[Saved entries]

*** Block opens ***

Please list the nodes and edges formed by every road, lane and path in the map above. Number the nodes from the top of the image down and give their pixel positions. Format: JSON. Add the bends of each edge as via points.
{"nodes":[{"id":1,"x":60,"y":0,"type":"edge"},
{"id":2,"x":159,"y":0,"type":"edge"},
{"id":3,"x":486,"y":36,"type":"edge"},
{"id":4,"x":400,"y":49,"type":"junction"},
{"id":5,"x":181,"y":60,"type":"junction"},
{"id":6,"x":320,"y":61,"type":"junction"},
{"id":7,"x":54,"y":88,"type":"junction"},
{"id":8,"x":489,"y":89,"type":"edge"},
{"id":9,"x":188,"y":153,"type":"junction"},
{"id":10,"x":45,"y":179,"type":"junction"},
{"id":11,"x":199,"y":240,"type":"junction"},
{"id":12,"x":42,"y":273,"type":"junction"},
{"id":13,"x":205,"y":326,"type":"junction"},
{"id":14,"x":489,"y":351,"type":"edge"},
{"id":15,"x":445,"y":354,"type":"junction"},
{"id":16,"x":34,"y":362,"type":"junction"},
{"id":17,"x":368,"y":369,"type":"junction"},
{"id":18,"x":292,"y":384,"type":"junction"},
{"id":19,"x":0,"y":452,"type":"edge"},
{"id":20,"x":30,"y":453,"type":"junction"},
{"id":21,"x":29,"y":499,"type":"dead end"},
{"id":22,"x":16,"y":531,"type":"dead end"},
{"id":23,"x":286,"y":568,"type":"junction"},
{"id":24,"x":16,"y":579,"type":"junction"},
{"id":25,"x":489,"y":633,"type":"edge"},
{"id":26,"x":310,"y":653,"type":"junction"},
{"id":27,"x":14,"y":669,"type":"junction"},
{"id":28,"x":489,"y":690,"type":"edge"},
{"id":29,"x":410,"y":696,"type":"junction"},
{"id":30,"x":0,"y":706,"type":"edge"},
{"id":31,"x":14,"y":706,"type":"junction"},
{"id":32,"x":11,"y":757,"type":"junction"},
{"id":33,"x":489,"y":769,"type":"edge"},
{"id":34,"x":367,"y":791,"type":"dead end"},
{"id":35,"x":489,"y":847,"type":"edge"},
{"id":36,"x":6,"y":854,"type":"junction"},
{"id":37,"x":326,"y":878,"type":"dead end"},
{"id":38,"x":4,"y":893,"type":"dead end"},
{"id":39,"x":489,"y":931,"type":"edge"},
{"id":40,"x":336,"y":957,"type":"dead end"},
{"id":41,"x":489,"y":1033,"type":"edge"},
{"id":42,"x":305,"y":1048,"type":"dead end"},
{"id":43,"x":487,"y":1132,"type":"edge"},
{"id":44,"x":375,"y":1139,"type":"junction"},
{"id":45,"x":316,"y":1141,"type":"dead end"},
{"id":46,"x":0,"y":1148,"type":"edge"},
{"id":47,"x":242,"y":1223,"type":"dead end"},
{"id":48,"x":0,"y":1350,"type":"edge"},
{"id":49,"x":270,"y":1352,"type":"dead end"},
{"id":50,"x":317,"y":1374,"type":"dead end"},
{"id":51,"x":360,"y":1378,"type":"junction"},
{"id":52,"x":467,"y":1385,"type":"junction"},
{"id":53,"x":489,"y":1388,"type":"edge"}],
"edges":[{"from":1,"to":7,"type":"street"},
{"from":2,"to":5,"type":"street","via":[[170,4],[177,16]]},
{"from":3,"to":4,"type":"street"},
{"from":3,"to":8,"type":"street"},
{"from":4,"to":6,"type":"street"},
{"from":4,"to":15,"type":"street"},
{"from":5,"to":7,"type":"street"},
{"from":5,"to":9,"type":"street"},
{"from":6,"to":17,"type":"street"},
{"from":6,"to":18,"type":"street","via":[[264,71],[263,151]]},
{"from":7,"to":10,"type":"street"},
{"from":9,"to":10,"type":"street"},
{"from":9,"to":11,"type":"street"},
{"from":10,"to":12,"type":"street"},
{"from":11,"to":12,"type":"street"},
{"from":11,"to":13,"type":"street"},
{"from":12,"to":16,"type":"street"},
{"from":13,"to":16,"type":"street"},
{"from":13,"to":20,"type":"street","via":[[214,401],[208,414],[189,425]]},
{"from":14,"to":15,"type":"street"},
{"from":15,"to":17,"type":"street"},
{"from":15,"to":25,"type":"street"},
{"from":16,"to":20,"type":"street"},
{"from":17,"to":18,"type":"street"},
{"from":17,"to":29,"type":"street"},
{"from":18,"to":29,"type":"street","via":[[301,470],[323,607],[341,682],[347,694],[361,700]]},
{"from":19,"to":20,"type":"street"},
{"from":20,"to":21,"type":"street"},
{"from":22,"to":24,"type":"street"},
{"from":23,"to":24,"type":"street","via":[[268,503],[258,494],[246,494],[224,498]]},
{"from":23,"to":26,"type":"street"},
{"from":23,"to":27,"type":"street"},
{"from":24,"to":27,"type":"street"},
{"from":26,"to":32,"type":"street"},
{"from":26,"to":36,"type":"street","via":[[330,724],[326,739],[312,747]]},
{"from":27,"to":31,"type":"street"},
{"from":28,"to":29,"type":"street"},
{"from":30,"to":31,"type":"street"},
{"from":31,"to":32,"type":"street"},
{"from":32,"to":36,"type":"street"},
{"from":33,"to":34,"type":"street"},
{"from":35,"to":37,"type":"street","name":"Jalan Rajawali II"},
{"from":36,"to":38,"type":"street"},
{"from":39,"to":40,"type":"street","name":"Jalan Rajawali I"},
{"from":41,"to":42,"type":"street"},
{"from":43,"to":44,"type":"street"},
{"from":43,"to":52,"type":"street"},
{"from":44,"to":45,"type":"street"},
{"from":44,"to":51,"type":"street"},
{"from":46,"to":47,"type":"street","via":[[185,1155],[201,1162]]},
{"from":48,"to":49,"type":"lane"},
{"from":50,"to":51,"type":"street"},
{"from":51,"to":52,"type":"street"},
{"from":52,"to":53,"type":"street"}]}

*** Block closes ***

§ WHAT THE EXERCISE ASKS
Scan the records for the string "nodes". Copy each line in which it appears.

§ ANSWER BOX
Please list the nodes and edges formed by every road, lane and path in the map above. Number the nodes from the top of the image down and give their pixel positions. Format: JSON. Add the bends of each edge as via points.
{"nodes":[{"id":1,"x":60,"y":0,"type":"edge"},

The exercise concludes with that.